Не было такого предмета, с которым нельзя было бы познакомиться в Оксфорде. Здесь были люди, серьезно изучавшие самые немыслимые вещи, которые только существовали на свете. В Оксфорде можно было получить сведения обо всем: о египетской мифологии, об ассирийской архитектуре, о тибетской ботанике, о мексиканских мотыльках, об обычаях полинезийских племен, о древнегреческой нумизматике, об индийской и китайской философии религии и о футуристических школах художников в Париже. Классическое образование юных англичан было гораздо выше, чем наше. Я окончил бранденбургскую Дворянскую академию, что соответствовало гуманитарной гимназии. Несмотря на это, я никогда не был в состоянии читать латинский или греческий текст без словаря. Эти же двадцатилетние англичане, сидя днем на скамье под сенью гималайских кипарисов рядом с кустами сирени, читали Гомера, Софокла, Горация и Овидия так, как будто это были увлекательные современные романы.
Учебные заведения для господствующего класса Великобритании выпускали совсем других людей, чем наши. По сравнению с молодыми лордами все эти кригсхеймы, шимельманы и роховы были варварами. Но даже образованные представители Берлинского и Гамбургского университетов, как правило, были на голову ниже выпускников Оксфорда. Эти англичане обладали широким кругозором и получали значительно более высокое общее образование; они были гораздо менее мелочными, значительно более терпимыми, культурными и приятными, чем это имело место у нас. В то же время у них не было достаточных специальных профессиональных знаний, им не хватало того концентрированного усердия, которым так отличаются немцы. В практических вопросах они очень часто проявляли потрясающую беспомощность. Их невежество и равнодушие к элементарным вопросам повседневной жизни, хорошо известным любому десятилетнему деревенскому парнишке, были поразительны. Многие из них были не в состоянии сами разбить яйцо над сковородкой. Умный юноша, умевший произносить речи почти на любую тему, не мог отличить пшеницу от ячменя. Я встречался с одним молодым лордом, который, поглощая омара под майонезом, серьезно утверждал, что во Франции существуют особые майонезные коровы, вместо молока дающие майонез.
Разумеется, в Англии имеется также большая прослойка высококвалифицированной технической интеллигенции. Однако такого рода специалистов старые аристократические университеты в Оксфорде и Кембридже не выпускали.
Мишель и я часто потешались над странностями юных британских лордов. Мы задавали себе вопрос: действительно ли они настолько выродились, как это иногда кажется.

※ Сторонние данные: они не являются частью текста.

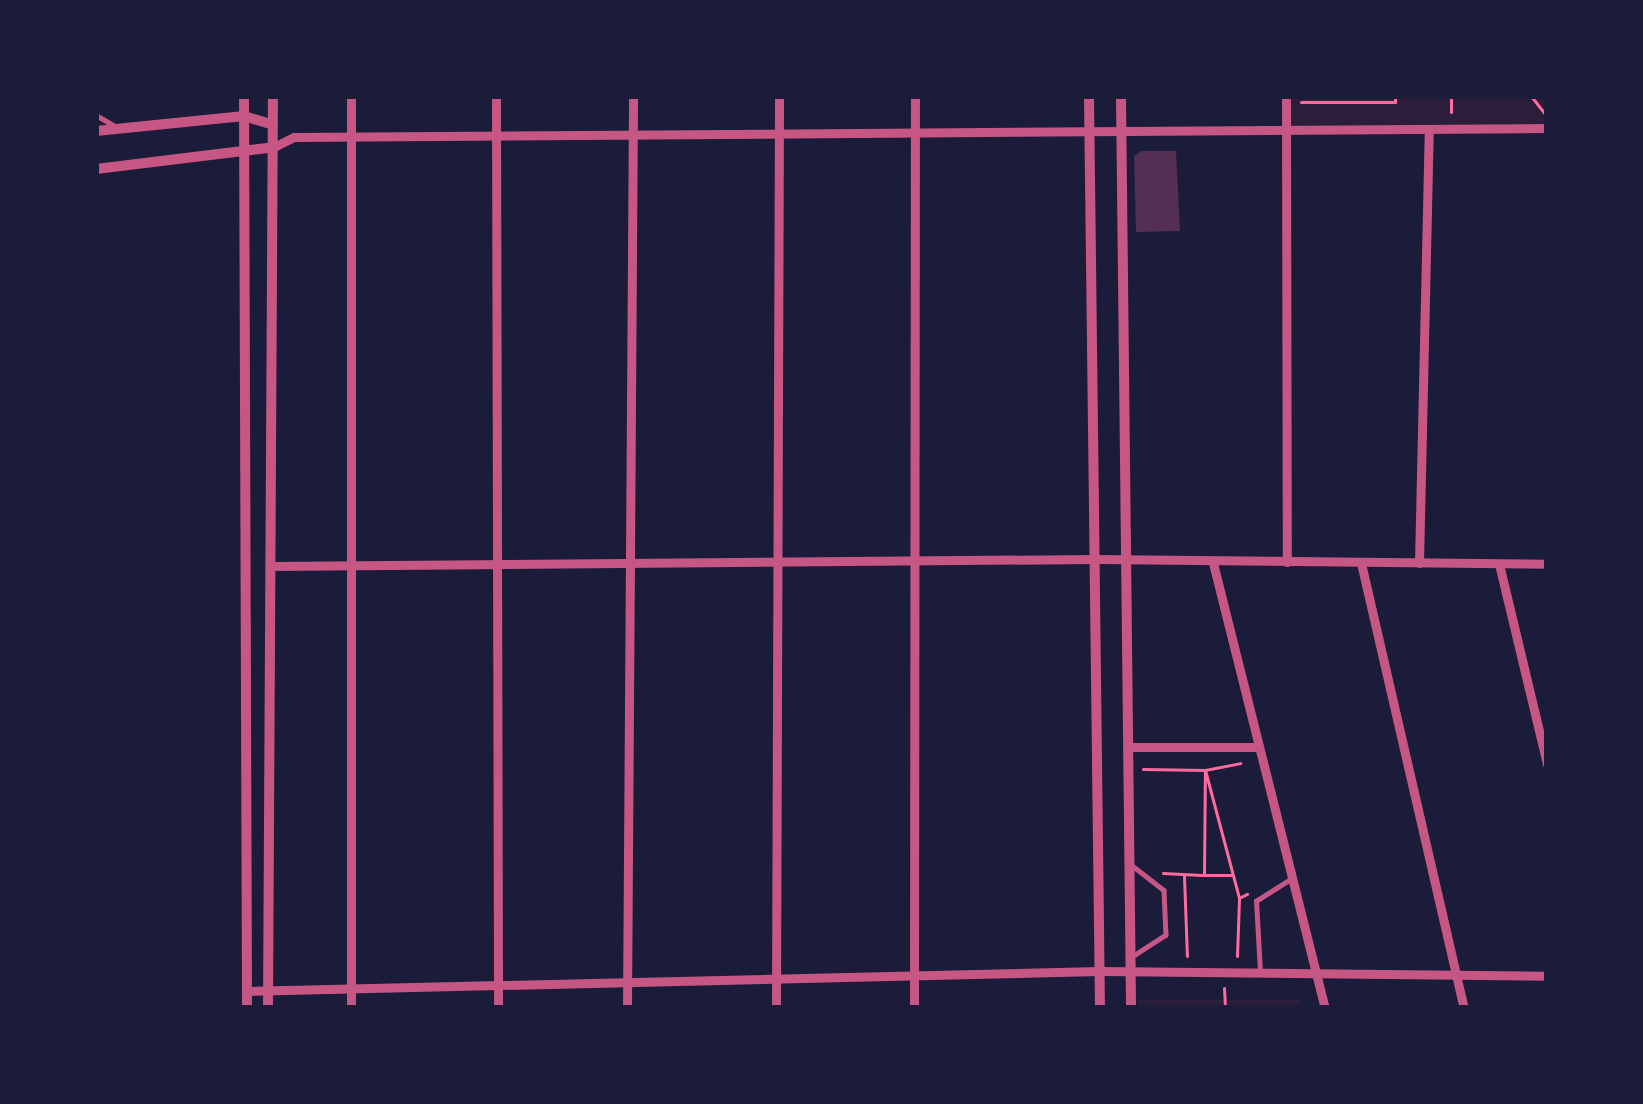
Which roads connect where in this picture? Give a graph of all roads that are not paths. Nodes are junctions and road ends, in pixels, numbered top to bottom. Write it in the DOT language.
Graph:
graph roads {
  1 [pos="244,96"];
  2 [pos="273,96"];
  3 [pos="351,96"];
  4 [pos="496,96"];
  5 [pos="633,96"];
  6 [pos="779,96"];
  7 [pos="915,96"];
  8 [pos="1089,96"];
  9 [pos="1121,96"];
  10 [pos="1286,99"];
  11 [pos="96,115"];
  12 [pos="244,116"];
  13 [pos="273,125"];
  14 [pos="1088,128"];
  15 [pos="1547,128"];
  16 [pos="117,129"];
  17 [pos="915,129"];
  18 [pos="1429,129"];
  19 [pos="1121,130"];
  20 [pos="96,131"];
  21 [pos="778,131"];
  22 [pos="1286,131"];
  23 [pos="632,133"];
  24 [pos="495,135"];
  25 [pos="350,136"];
  26 [pos="294,137"];
  27 [pos="274,147"];
  28 [pos="244,154"];
  29 [pos="96,170"];
  30 [pos="1096,559"];
  31 [pos="917,560"];
  32 [pos="1130,560"];
  33 [pos="779,562"];
  34 [pos="1287,562"];
  35 [pos="1360,562"];
  36 [pos="632,563"];
  37 [pos="1213,563"];
  38 [pos="1419,563"];
  39 [pos="499,564"];
  40 [pos="1499,564"];
  41 [pos="353,565"];
  42 [pos="1547,565"];
  43 [pos="271,566"];
  44 [pos="1130,747"];
  45 [pos="1261,753"];
  46 [pos="1547,764"];
  47 [pos="1131,864"];
  48 [pos="1292,878"];
  49 [pos="1131,958"];
  50 [pos="1100,971"];
  51 [pos="1131,973"];
  52 [pos="1260,974"];
  53 [pos="1316,974"];
  54 [pos="914,975"];
  55 [pos="1456,975"];
  56 [pos="1547,976"];
  57 [pos="776,979"];
  58 [pos="627,982"];
  59 [pos="498,985"];
  60 [pos="351,988"];
  61 [pos="268,990"];
  62 [pos="247,991"];
  63 [pos="247,1008"];
  64 [pos="268,1008"];
  65 [pos="352,1008"];
  66 [pos="498,1008"];
  67 [pos="627,1008"];
  68 [pos="776,1008"];
  69 [pos="914,1008"];
  70 [pos="1100,1008"];
  71 [pos="1131,1008"];
  72 [pos="1325,1008"];
  73 [pos="1463,1008"];
  1 -- 12 [label="street"];
  2 -- 13 [label="street"];
  3 -- 25 [label="street"];
  4 -- 24 [label="street"];
  5 -- 23 [label="street"];
  6 -- 21 [label="street"];
  7 -- 17 [label="street"];
  8 -- 14 [label="street"];
  9 -- 19 [label="street"];
  10 -- 22 [label="street"];
  11 -- 16 [label="lane"];
  12 -- 13 [label="street"];
  12 -- 16 [label="street"];
  12 -- 28 [label="street"];
  13 -- 26 [label="street"];
  13 -- 27 [label="street"];
  14 -- 17 [label="street"];
  14 -- 19 [label="street"];
  14 -- 30 [label="street"];
  15 -- 18 [label="street"];
  16 -- 20 [label="street"];
  17 -- 21 [label="street"];
  17 -- 31 [label="street"];
  18 -- 22 [label="street"];
  18 -- 38 [label="street"];
  19 -- 22 [label="street"];
  19 -- 32 [label="street"];
  21 -- 23 [label="street"];
  21 -- 33 [label="street"];
  22 -- 34 [label="street"];
  23 -- 24 [label="street"];
  23 -- 36 [label="street"];
  24 -- 25 [label="street"];
  24 -- 39 [label="street"];
  25 -- 26 [label="street"];
  25 -- 41 [label="street"];
  26 -- 27 [label="street"];
  27 -- 28 [label="street"];
  27 -- 43 [label="street"];
  28 -- 29 [label="street"];
  28 -- 62 [label="street"];
  30 -- 31 [label="street"];
  30 -- 32 [label="street"];
  30 -- 50 [label="street"];
  31 -- 33 [label="street"];
  31 -- 54 [label="street"];
  32 -- 37 [label="street"];
  32 -- 44 [label="street"];
  33 -- 36 [label="street"];
  33 -- 57 [label="street"];
  34 -- 35 [label="street"];
  34 -- 37 [label="street"];
  35 -- 38 [label="street"];
  35 -- 55 [label="street"];
  36 -- 39 [label="street"];
  36 -- 58 [label="street"];
  37 -- 45 [label="street"];
  38 -- 40 [label="street"];
  39 -- 41 [label="street"];
  39 -- 59 [label="street"];
  40 -- 42 [label="street"];
  40 -- 46 [label="street"];
  41 -- 43 [label="street"];
  41 -- 60 [label="street"];
  43 -- 61 [label="street"];
  44 -- 45 [label="street"];
  44 -- 47 [label="street"];
  45 -- 48 [label="street"];
  47 -- 49 [label="street"];
  47 -- 49 [label="lane"];
  48 -- 52 [label="lane"];
  48 -- 53 [label="street"];
  49 -- 51 [label="street"];
  50 -- 51 [label="street"];
  50 -- 54 [label="street"];
  50 -- 70 [label="street"];
  51 -- 52 [label="street"];
  51 -- 71 [label="street"];
  52 -- 53 [label="street"];
  53 -- 55 [label="street"];
  53 -- 72 [label="street"];
  54 -- 57 [label="street"];
  54 -- 69 [label="street"];
  55 -- 56 [label="street"];
  55 -- 73 [label="street"];
  57 -- 58 [label="street"];
  57 -- 68 [label="street"];
  58 -- 59 [label="street"];
  58 -- 67 [label="street"];
  59 -- 60 [label="street"];
  59 -- 66 [label="street"];
  60 -- 61 [label="street"];
  60 -- 65 [label="street"];
  61 -- 62 [label="street"];
  61 -- 64 [label="street"];
  62 -- 63 [label="street"];
}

В то же время мы были вынуждены признать, что благодаря такому полному презрению к обычным проблемам простого человека эти люди никогда не проявляют сомнений в своем праве на существование и что именно благодаря этому они в состоянии столь упорно и безоговорочно защищать свои привилегии, как ни одна другая господствующая прослойка в Европе.
В один прекрасный вечер мы сидели втроем у горящего камина в уютной комнате, принадлежавшей Антони Расселу. Антони был племянником Бэтфордского герцога и внуком известного во времена Бисмарка английского посла в Берлине Одо Рассела. Антони любил красное бургундское и всегда имел большой запас этого вина, Мишель – француз и самый темпераментный из нас – вновь развивал одну из своих многочисленных неуравновешенных теорий.
– У вас, англичан, – обратился он к Антони, – в груди две души: одна варварская, вы получили ее в наследство от них, – и он указал на меня, – этих воинственных германцев, другая душа – цивилизованная, ее дали вам мы – норманны и галлы. Однако в конце концов это относится только к простому народу. Для нас, для образованных слоев, национализм сегодня стал абсурдом. Кто в состоянии серьезно утверждать, что между нами троими имеется какое-либо существенное различие? Я должен сказать, что каждый из вас в конечной степени для меня в тысячу раз ближе, чем дворник или трактирщик из Парижа, с которыми меня не связывает ничего, кроме языка.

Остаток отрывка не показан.